ACTIVITY: Whatever appears in the records apart from pictures must be reproduced exactly.

====

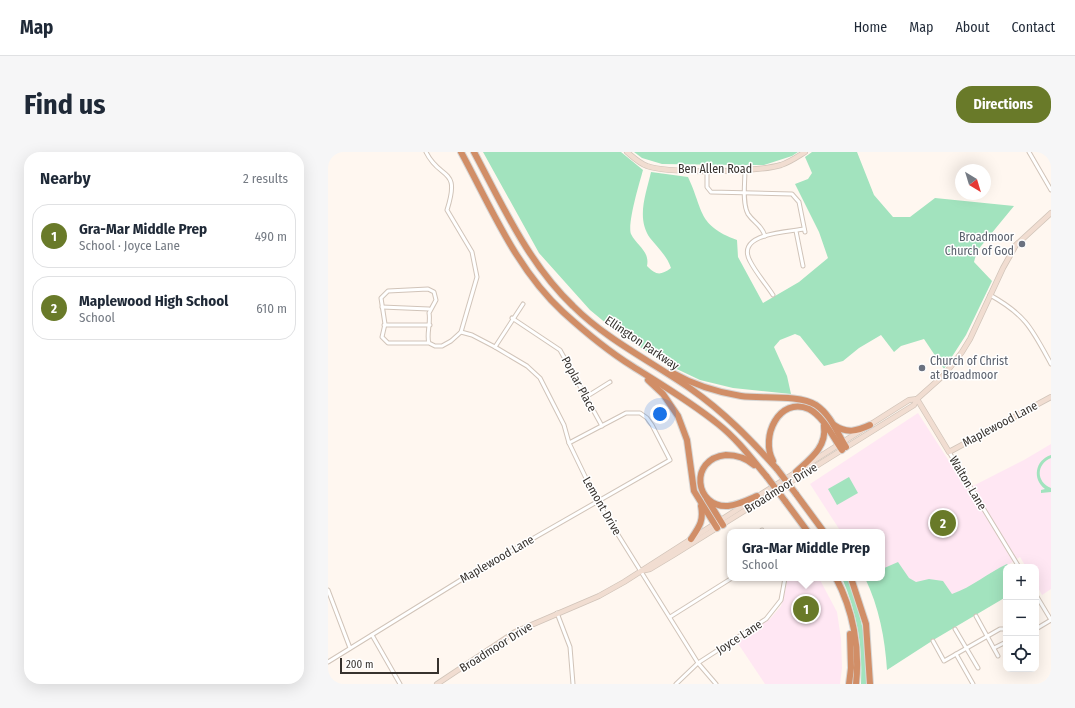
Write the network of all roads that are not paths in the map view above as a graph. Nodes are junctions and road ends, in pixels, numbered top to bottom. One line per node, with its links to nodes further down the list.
1 (426, 152): 23 (street)
2 (475, 152): 28 (highway, Ellington Parkway)
3 (627, 152): 7 (main road, Ben Allen Road)
4 (805, 152): 8 (main road, Ben Allen Road)
5 (1029, 152): 9 (street)
6 (461, 153): 27 (highway, Ellington Parkway)
7 (707, 170): 8 (main road, Ben Allen Road); 10 (street)
8 (745, 170): 10 (street)
9 (1051, 190)
10 (746, 192): 12 (street); 13 (street)
11 (1051, 213): 16 (main road, Broadmoor Drive)
12 (796, 231): 13 (street); 14 (street)
13 (765, 236): 15 (street)
14 (803, 266)
15 (773, 295)
16 (990, 295): 26 (street); 32 (main road, Broadmoor Drive)
17 (523, 304): 20 (street)
18 (382, 307): 19 (street); 19 (street); 21 (street)
19 (430, 309): 22 (street)
20 (512, 318): 25 (street); 30 (street, Poplar Place)
21 (384, 325): 22 (street); 24 (street)
22 (430, 325): 24 (street)
23 (461, 332): 24 (street); 25 (street, Lemont Drive)
24 (429, 343)
25 (495, 347): 37 (street, Lemont Drive)
26 (1051, 364)
27 (632, 366): 42 (highway, Ellington Parkway); 46 (highway)
28 (657, 366): 34 (highway); 40 (highway, Ellington Parkway)
29 (610, 382): 30 (street)
30 (586, 397): 36 (street, Poplar Place)
31 (1051, 397): 39 (main road, Maplewood Lane)
32 (917, 399): 35 (main road, Broadmoor Drive); 38 (main road, Broadmoor Drive); 39 (main road, Walton Lane)
33 (822, 422): 38 (highway); 40 (highway); 41 (highway)
34 (832, 424): 35 (highway); 38 (highway)
35 (870, 425): 38 (main road, Broadmoor Drive)
36 (602, 426): 37 (street); 45 (street, Maplewood Lane)
37 (569, 443): 45 (street, Lemont Drive)
38 (843, 446): 41 (main road, Broadmoor Drive); 47 (main road, Broadmoor Drive)
39 (949, 452): 51 (street, Walton Lane)
40 (777, 469): 49 (highway, Ellington Parkway, bridge)
41 (796, 472): 44 (main road, Broadmoor Drive)
42 (767, 478): 43 (highway); 48 (highway, Ellington Parkway, bridge)
43 (703, 493): 44 (highway); 47 (highway)
44 (758, 496): 47 (main road, Broadmoor Drive)
45 (597, 501): 52 (street, Lemont Drive); 67 (street, Maplewood Lane)
46 (700, 503): 47 (highway); 50 (highway)
47 (718, 524): 50 (main road, Broadmoor Drive); 52 (main road, Broadmoor Drive)
48 (806, 529)
49 (822, 529)
50 (691, 539): 52 (main road, Broadmoor Drive)
51 (1017, 564)
52 (641, 571): 60 (main road, Broadmoor Drive); 62 (street, Lemont Drive)
53 (727, 581): 62 (street)
54 (784, 581): 77 (street, Joyce Lane)
55 (838, 581): 57 (highway)
56 (852, 581): 86 (highway)
57 (840, 586): 84 (highway); 85 (highway)
58 (328, 590): 71 (street)
59 (1039, 600): 63 (street)
60 (557, 613): 80 (main road, Broadmoor Drive); 81 (street)
61 (976, 616): 68 (street)
62 (670, 617): 77 (street, Lemont Drive)
63 (1050, 619): 64 (street)
64 (1039, 626)
65 (955, 629): 72 (street)
66 (1003, 629): 68 (street)
67 (372, 635): 71 (street, Maplewood Lane); 79 (street)
68 (987, 636): 72 (street); 73 (street)
69 (933, 641): 74 (street)
70 (1003, 644): 73 (street)
71 (350, 648): 76 (street, Maplewood Lane)
72 (967, 648): 74 (street); 78 (street)
73 (994, 648): 75 (street)
74 (956, 654): 87 (street)
75 (998, 656)
76 (328, 662)
77 (698, 663): 82 (street, Joyce Lane); 83 (street, Lemont Drive)
78 (978, 668)
79 (400, 684)
80 (437, 684)
81 (573, 684)
82 (676, 684)
83 (716, 684)
84 (849, 684)
85 (856, 684)
86 (870, 684)
87 (973, 684)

====

ANSWER AREA:
Write the network of all roads that are not paths in the map view above as a graph. Nodes are junctions and road ends, in pixels, numbered top to bottom. One line per node, with its links to nodes further down the list.
1 (426, 152): 23 (street)
2 (475, 152): 28 (highway, Ellington Parkway)
3 (627, 152): 7 (main road, Ben Allen Road)
4 (805, 152): 8 (main road, Ben Allen Road)
5 (1029, 152): 9 (street)
6 (461, 153): 27 (highway, Ellington Parkway)
7 (707, 170): 8 (main road, Ben Allen Road); 10 (street)
8 (745, 170): 10 (street)
9 (1051, 190)
10 (746, 192): 12 (street); 13 (street)
11 (1051, 213): 16 (main road, Broadmoor Drive)
12 (796, 231): 13 (street); 14 (street)
13 (765, 236): 15 (street)
14 (803, 266)
15 (773, 295)
16 (990, 295): 26 (street); 32 (main road, Broadmoor Drive)
17 (523, 304): 20 (street)
18 (382, 307): 19 (street); 19 (street); 21 (street)
19 (430, 309): 22 (street)
20 (512, 318): 25 (street); 30 (street, Poplar Place)
21 (384, 325): 22 (street); 24 (street)
22 (430, 325): 24 (street)
23 (461, 332): 24 (street); 25 (street, Lemont Drive)
24 (429, 343)
25 (495, 347): 37 (street, Lemont Drive)
26 (1051, 364)
27 (632, 366): 42 (highway, Ellington Parkway); 46 (highway)
28 (657, 366): 34 (highway); 40 (highway, Ellington Parkway)
29 (610, 382): 30 (street)
30 (586, 397): 36 (street, Poplar Place)
31 (1051, 397): 39 (main road, Maplewood Lane)
32 (917, 399): 35 (main road, Broadmoor Drive); 38 (main road, Broadmoor Drive); 39 (main road, Walton Lane)
33 (822, 422): 38 (highway); 40 (highway); 41 (highway)
34 (832, 424): 35 (highway); 38 (highway)
35 (870, 425): 38 (main road, Broadmoor Drive)
36 (602, 426): 37 (street); 45 (street, Maplewood Lane)
37 (569, 443): 45 (street, Lemont Drive)
38 (843, 446): 41 (main road, Broadmoor Drive); 47 (main road, Broadmoor Drive)
39 (949, 452): 51 (street, Walton Lane)
40 (777, 469): 49 (highway, Ellington Parkway, bridge)
41 (796, 472): 44 (main road, Broadmoor Drive)
42 (767, 478): 43 (highway); 48 (highway, Ellington Parkway, bridge)
43 (703, 493): 44 (highway); 47 (highway)
44 (758, 496): 47 (main road, Broadmoor Drive)
45 (597, 501): 52 (street, Lemont Drive); 67 (street, Maplewood Lane)
46 (700, 503): 47 (highway); 50 (highway)
47 (718, 524): 50 (main road, Broadmoor Drive); 52 (main road, Broadmoor Drive)
48 (806, 529)
49 (822, 529)
50 (691, 539): 52 (main road, Broadmoor Drive)
51 (1017, 564)
52 (641, 571): 60 (main road, Broadmoor Drive); 62 (street, Lemont Drive)
53 (727, 581): 62 (street)
54 (784, 581): 77 (street, Joyce Lane)
55 (838, 581): 57 (highway)
56 (852, 581): 86 (highway)
57 (840, 586): 84 (highway); 85 (highway)
58 (328, 590): 71 (street)
59 (1039, 600): 63 (street)
60 (557, 613): 80 (main road, Broadmoor Drive); 81 (street)
61 (976, 616): 68 (street)
62 (670, 617): 77 (street, Lemont Drive)
63 (1050, 619): 64 (street)
64 (1039, 626)
65 (955, 629): 72 (street)
66 (1003, 629): 68 (street)
67 (372, 635): 71 (street, Maplewood Lane); 79 (street)
68 (987, 636): 72 (street); 73 (street)
69 (933, 641): 74 (street)
70 (1003, 644): 73 (street)
71 (350, 648): 76 (street, Maplewood Lane)
72 (967, 648): 74 (street); 78 (street)
73 (994, 648): 75 (street)
74 (956, 654): 87 (street)
75 (998, 656)
76 (328, 662)
77 (698, 663): 82 (street, Joyce Lane); 83 (street, Lemont Drive)
78 (978, 668)
79 (400, 684)
80 (437, 684)
81 (573, 684)
82 (676, 684)
83 (716, 684)
84 (849, 684)
85 (856, 684)
86 (870, 684)
87 (973, 684)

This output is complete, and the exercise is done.